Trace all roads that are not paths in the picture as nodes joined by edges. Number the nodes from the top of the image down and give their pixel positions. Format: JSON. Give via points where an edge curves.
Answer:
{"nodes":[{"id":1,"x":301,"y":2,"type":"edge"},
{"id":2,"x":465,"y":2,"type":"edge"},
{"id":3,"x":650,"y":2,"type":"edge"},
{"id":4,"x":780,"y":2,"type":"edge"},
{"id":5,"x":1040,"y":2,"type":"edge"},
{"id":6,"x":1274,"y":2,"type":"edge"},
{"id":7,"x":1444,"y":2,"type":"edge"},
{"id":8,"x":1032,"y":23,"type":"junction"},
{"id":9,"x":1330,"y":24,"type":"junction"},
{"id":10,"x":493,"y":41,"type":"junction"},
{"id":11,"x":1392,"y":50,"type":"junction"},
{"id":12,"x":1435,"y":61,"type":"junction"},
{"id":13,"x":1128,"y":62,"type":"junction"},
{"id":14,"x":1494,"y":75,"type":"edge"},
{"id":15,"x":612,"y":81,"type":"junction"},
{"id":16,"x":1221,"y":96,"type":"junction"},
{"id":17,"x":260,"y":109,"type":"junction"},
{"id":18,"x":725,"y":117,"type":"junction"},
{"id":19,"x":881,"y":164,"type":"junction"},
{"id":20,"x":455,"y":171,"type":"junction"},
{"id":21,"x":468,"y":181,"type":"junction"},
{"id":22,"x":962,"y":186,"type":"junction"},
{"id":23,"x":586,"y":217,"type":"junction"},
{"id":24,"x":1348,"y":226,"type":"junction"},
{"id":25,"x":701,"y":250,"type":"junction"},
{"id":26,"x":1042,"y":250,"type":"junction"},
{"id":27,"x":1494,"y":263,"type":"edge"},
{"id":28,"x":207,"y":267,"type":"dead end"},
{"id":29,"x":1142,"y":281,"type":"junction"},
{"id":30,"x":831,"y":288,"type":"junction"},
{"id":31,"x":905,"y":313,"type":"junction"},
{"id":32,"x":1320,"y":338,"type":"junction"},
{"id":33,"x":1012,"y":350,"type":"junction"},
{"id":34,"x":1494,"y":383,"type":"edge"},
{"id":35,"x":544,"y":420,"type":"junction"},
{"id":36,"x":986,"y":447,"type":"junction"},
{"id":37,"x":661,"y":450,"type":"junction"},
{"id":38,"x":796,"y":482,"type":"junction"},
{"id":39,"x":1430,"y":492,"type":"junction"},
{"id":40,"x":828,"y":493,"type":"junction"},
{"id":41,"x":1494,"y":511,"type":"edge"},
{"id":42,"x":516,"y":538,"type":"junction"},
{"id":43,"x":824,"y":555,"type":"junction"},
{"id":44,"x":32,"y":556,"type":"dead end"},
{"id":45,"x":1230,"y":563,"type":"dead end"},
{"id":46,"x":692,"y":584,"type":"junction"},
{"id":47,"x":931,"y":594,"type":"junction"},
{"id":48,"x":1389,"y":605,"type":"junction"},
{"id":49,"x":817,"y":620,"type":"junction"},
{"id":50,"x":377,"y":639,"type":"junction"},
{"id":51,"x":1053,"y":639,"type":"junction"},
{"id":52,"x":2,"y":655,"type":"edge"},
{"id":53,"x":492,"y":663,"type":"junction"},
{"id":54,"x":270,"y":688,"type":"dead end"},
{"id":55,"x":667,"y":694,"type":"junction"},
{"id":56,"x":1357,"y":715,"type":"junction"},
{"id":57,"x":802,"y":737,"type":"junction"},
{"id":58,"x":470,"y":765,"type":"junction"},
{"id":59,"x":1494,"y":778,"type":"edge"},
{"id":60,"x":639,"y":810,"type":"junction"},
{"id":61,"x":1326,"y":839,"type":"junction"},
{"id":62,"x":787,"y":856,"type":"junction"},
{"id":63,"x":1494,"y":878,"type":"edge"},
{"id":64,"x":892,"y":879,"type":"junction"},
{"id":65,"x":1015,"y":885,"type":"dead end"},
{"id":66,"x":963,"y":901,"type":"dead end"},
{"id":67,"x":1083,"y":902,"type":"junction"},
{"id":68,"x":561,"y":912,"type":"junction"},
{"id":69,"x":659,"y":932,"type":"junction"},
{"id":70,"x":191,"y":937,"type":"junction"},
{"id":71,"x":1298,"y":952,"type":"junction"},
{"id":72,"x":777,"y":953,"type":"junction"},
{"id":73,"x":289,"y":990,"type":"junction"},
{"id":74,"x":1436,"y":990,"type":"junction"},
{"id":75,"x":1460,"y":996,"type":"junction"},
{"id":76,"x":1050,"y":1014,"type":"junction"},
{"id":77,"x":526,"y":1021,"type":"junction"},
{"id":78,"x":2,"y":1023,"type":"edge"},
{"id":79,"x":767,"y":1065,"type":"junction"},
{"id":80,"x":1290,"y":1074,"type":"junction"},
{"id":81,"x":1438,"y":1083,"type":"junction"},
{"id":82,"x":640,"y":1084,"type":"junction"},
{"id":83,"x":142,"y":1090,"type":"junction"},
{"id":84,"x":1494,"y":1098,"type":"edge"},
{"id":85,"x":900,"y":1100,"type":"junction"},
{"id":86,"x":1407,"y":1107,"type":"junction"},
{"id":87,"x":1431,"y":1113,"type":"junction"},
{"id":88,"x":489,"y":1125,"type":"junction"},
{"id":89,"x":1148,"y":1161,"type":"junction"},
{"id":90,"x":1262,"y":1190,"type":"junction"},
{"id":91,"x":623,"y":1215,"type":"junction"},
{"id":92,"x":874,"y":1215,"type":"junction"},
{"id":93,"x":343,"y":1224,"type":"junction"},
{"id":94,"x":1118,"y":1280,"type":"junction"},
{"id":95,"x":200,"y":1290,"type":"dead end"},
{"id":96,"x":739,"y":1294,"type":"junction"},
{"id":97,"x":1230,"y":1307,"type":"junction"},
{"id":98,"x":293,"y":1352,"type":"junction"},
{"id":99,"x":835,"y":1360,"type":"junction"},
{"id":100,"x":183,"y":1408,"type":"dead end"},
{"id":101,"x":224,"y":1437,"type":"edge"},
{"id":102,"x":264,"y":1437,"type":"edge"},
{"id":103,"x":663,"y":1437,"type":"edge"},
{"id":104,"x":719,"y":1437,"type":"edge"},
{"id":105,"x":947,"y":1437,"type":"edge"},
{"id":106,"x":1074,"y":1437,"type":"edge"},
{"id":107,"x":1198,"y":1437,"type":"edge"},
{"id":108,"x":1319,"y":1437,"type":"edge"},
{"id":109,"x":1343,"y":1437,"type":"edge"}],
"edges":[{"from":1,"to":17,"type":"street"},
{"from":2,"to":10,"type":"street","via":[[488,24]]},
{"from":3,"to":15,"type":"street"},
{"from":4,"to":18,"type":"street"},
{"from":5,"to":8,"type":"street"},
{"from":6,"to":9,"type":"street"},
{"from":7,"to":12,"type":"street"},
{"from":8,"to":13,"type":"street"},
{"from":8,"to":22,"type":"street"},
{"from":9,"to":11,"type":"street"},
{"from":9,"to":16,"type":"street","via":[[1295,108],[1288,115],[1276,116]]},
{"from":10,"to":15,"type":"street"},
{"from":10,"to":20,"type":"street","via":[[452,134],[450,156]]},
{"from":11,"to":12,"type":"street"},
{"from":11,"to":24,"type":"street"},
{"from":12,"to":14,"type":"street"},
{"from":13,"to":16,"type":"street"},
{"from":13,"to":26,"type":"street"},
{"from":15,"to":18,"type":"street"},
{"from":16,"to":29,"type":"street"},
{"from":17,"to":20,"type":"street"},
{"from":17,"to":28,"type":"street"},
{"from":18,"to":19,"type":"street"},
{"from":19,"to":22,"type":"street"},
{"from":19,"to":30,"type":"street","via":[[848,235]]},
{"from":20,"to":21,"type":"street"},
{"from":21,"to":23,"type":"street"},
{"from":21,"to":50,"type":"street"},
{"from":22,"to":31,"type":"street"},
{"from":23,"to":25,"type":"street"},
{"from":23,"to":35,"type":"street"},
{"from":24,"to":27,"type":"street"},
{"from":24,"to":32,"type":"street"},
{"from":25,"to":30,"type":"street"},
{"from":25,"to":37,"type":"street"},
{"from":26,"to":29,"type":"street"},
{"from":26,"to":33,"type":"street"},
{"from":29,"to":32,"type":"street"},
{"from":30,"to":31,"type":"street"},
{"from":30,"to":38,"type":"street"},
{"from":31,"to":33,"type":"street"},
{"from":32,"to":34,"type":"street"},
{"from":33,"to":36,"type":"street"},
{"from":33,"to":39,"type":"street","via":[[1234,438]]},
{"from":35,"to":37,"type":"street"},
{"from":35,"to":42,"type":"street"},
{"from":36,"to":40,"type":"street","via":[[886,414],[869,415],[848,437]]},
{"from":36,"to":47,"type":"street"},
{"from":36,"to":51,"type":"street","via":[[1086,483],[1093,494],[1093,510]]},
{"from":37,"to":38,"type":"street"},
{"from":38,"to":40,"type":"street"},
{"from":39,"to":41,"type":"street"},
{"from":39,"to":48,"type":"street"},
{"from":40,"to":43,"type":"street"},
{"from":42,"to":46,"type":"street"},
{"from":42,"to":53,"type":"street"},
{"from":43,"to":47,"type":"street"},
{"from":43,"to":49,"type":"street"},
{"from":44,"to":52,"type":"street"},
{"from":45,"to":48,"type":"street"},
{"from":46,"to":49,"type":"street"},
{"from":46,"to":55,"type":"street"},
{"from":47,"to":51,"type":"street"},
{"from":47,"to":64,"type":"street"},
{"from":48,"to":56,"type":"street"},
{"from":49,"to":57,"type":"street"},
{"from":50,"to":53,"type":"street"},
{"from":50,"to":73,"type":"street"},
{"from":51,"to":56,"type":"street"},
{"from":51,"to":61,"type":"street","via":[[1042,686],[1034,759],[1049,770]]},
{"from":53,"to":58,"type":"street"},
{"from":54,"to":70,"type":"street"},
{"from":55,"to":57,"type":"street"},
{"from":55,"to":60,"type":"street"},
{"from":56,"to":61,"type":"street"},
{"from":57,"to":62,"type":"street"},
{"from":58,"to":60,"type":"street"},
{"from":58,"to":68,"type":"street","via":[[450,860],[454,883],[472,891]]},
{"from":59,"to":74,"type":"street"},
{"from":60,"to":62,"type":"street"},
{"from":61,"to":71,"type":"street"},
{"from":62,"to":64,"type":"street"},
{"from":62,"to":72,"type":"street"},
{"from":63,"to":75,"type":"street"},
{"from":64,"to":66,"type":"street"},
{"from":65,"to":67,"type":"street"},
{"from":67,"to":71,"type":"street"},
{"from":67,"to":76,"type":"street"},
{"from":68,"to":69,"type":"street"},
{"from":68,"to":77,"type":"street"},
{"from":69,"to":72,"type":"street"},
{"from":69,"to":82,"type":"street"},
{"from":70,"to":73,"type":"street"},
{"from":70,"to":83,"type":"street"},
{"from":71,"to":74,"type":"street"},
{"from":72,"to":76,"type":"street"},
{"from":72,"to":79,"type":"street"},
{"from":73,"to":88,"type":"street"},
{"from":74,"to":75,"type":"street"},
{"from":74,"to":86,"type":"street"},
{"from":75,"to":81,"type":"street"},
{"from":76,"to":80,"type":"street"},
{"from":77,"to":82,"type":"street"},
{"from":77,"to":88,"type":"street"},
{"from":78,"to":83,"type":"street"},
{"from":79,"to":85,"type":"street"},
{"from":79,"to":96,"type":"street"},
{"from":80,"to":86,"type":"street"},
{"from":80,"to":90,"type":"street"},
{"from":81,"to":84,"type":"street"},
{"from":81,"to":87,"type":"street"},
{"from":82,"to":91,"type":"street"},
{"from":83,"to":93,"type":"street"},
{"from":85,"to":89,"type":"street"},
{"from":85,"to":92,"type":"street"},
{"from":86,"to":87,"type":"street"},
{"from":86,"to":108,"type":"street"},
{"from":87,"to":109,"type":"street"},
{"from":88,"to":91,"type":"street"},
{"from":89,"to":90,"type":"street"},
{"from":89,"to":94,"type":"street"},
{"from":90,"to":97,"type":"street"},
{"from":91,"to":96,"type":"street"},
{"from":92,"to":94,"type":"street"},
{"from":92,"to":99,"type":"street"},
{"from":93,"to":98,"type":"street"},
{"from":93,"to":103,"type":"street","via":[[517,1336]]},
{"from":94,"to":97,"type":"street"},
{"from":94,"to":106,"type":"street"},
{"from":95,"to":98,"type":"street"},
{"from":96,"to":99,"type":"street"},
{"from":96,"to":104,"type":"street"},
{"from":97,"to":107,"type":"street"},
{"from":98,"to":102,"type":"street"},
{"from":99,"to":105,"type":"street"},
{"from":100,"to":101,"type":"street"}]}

▶ ACTIVITY: Look through the entries above and list every line containing "edges".

▶ FINAL ANSWER:
Trace all roads that are not paths in the picture as nodes joined by edges. Number the nodes from the top of the image down and give their pixel positions. Format: JSON. Give via points where an edge curves.
"edges":[{"from":1,"to":17,"type":"street"},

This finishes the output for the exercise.